◆ Task objective
Could you filter the material and copy every line where the word "mouth" occurs?

--- START ---

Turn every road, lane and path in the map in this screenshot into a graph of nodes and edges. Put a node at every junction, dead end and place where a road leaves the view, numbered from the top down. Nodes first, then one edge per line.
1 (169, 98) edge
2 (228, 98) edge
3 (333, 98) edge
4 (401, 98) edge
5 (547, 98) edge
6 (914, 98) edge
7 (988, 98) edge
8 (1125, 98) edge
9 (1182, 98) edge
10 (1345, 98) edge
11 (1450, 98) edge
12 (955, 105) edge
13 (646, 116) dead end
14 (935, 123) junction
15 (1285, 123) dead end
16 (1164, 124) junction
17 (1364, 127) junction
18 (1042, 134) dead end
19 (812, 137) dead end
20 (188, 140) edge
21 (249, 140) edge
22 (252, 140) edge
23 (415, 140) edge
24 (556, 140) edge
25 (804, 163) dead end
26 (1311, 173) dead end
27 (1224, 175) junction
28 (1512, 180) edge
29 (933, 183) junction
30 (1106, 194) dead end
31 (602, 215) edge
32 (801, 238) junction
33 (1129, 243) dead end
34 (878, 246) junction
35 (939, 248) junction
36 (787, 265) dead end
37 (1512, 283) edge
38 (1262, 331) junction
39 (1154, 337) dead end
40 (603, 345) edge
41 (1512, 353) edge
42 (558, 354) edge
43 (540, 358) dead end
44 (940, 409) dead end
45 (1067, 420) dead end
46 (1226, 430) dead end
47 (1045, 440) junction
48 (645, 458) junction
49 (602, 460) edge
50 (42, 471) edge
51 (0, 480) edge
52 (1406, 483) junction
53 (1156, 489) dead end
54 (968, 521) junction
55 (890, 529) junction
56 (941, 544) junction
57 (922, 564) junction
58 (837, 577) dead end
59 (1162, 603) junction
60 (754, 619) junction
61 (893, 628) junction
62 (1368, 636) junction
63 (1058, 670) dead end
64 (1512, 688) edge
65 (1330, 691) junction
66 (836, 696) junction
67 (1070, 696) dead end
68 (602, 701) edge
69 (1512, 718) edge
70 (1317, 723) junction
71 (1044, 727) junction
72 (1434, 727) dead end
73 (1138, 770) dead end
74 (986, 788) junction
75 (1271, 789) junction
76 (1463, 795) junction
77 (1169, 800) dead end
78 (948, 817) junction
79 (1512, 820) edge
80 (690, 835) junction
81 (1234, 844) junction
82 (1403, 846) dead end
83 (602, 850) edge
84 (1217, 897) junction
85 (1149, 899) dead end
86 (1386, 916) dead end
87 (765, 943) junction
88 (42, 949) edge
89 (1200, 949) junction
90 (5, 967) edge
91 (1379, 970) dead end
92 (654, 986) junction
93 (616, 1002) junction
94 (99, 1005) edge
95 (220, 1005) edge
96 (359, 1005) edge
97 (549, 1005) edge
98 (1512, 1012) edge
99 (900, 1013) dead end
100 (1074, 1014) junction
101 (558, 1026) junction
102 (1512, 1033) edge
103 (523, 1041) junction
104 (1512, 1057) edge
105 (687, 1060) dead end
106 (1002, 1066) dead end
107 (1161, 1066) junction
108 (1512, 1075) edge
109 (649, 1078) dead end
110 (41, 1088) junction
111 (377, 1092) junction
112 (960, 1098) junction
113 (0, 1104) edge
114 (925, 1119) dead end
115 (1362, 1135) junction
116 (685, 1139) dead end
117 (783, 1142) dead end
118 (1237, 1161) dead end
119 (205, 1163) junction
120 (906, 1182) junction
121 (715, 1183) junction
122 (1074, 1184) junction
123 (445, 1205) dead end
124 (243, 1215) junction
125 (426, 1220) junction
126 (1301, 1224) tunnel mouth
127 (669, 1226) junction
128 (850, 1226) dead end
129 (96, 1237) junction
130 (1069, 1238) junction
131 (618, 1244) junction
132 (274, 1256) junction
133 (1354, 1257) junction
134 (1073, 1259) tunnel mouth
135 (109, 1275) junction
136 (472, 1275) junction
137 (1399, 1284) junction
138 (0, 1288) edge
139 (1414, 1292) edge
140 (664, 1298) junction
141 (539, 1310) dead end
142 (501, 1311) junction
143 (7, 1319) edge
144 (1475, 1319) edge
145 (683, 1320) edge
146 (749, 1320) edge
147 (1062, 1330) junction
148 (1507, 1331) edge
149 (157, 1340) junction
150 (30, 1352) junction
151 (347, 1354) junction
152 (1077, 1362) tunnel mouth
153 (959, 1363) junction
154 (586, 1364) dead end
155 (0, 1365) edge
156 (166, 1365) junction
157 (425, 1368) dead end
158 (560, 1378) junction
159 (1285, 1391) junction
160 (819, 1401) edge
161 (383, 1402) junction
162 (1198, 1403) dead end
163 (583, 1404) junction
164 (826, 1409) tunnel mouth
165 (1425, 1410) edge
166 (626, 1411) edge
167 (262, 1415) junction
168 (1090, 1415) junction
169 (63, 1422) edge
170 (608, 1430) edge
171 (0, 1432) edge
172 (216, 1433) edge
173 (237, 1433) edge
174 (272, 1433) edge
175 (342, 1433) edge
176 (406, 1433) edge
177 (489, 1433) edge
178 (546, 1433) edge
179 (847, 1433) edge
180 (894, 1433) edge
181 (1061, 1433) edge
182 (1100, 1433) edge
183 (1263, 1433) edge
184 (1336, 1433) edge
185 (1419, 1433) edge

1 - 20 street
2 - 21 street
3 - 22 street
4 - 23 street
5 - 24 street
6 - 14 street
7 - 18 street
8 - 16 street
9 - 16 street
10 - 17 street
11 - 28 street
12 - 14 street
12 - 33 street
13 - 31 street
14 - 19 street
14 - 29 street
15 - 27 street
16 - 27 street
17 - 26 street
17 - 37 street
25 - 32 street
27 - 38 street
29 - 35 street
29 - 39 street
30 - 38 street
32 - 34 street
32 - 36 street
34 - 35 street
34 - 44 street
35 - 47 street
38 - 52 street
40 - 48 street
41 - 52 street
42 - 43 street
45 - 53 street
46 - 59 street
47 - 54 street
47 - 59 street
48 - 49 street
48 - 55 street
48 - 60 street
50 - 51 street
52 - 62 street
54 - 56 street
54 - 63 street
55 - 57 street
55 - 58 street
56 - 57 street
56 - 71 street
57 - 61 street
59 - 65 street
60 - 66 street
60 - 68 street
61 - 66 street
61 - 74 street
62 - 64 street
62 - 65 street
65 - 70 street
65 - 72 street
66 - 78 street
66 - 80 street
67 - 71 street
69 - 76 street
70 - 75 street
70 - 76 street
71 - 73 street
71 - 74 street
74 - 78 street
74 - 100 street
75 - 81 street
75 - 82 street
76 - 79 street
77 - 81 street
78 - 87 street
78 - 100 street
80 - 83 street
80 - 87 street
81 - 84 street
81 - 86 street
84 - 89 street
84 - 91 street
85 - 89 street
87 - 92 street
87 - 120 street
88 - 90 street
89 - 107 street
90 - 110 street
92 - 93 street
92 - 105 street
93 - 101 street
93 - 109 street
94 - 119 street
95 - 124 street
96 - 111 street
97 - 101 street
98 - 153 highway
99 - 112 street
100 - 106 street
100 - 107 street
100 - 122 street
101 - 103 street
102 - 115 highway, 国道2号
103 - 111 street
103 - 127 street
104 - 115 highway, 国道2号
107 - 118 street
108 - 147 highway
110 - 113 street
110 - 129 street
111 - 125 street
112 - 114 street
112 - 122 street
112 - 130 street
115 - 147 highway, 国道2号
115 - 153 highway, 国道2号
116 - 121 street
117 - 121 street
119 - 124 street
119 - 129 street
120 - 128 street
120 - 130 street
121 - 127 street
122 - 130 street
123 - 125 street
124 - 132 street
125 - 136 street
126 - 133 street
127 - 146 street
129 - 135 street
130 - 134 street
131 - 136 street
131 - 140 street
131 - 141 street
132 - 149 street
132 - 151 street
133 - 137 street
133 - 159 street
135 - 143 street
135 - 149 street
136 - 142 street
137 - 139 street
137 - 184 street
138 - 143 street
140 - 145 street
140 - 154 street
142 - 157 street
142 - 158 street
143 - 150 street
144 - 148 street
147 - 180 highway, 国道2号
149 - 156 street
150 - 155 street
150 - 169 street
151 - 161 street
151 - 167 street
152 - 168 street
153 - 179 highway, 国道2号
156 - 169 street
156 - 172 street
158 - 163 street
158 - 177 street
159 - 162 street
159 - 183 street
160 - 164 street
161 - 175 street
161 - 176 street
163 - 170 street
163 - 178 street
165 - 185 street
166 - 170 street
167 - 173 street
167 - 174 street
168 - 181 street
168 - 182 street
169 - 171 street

--- END ---

◆ Output of the task
126 (1301, 1224) tunnel mouth
134 (1073, 1259) tunnel mouth
152 (1077, 1362) tunnel mouth
164 (826, 1409) tunnel mouth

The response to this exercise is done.